### Material for the task
-=-=-
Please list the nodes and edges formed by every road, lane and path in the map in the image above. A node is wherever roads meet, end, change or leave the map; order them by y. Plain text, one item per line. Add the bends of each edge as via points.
-=-=-
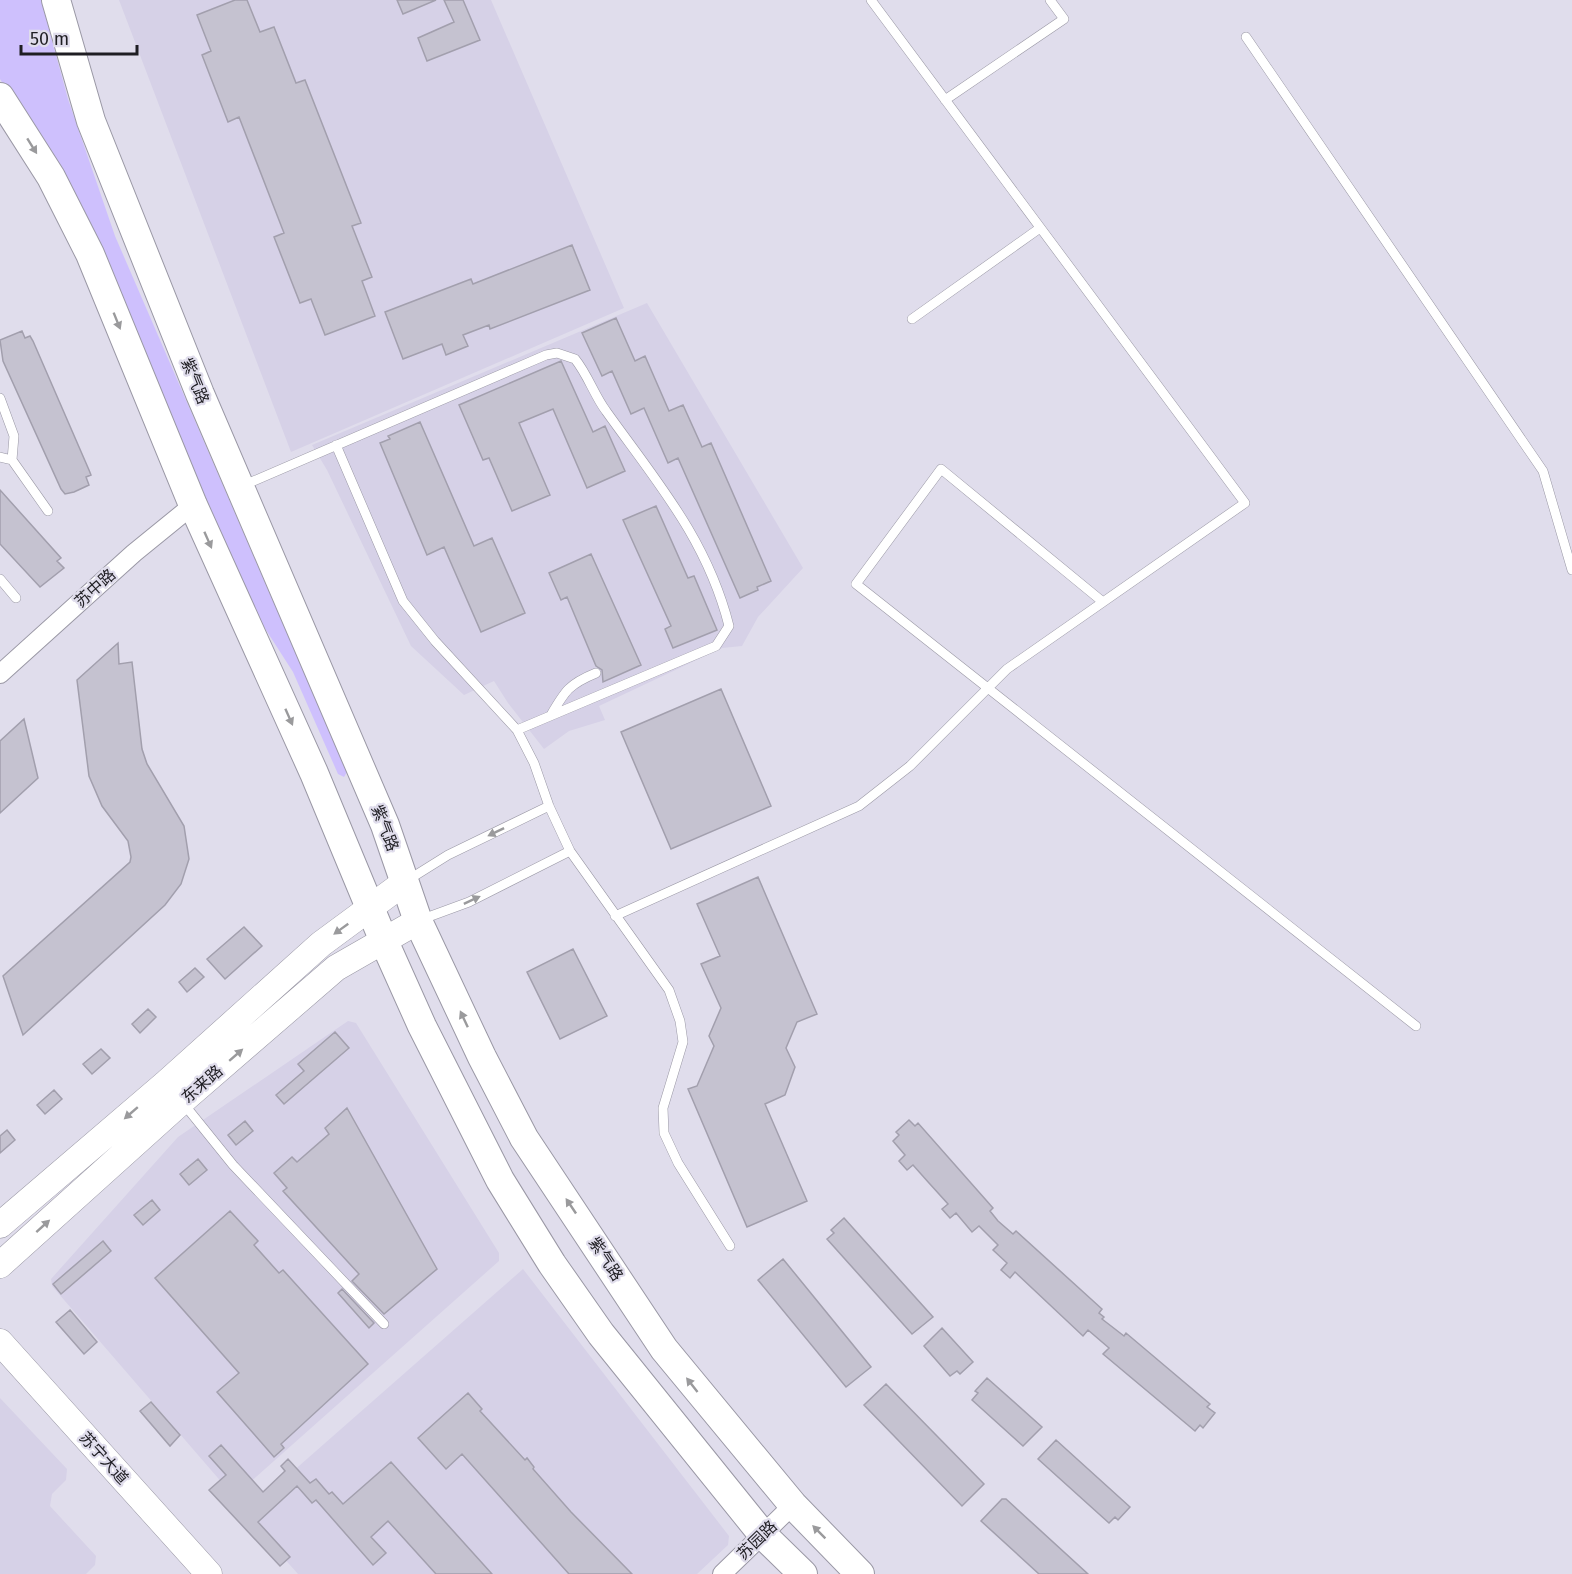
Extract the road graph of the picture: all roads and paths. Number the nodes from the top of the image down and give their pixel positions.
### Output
-=-=-
### Your assignment
Each line of the data that holds the word "image" should be copied.

### Your response
Please list the nodes and edges formed by every road, lane and path in the map in the image above. A node is wherever roads meet, end, change or leave the map; order them by y. Plain text, one item per line. Add the bends of each edge as via points.
Extract the road graph of the picture: all roads and paths. Number the nodes from the top of the image down and give their pixel positions.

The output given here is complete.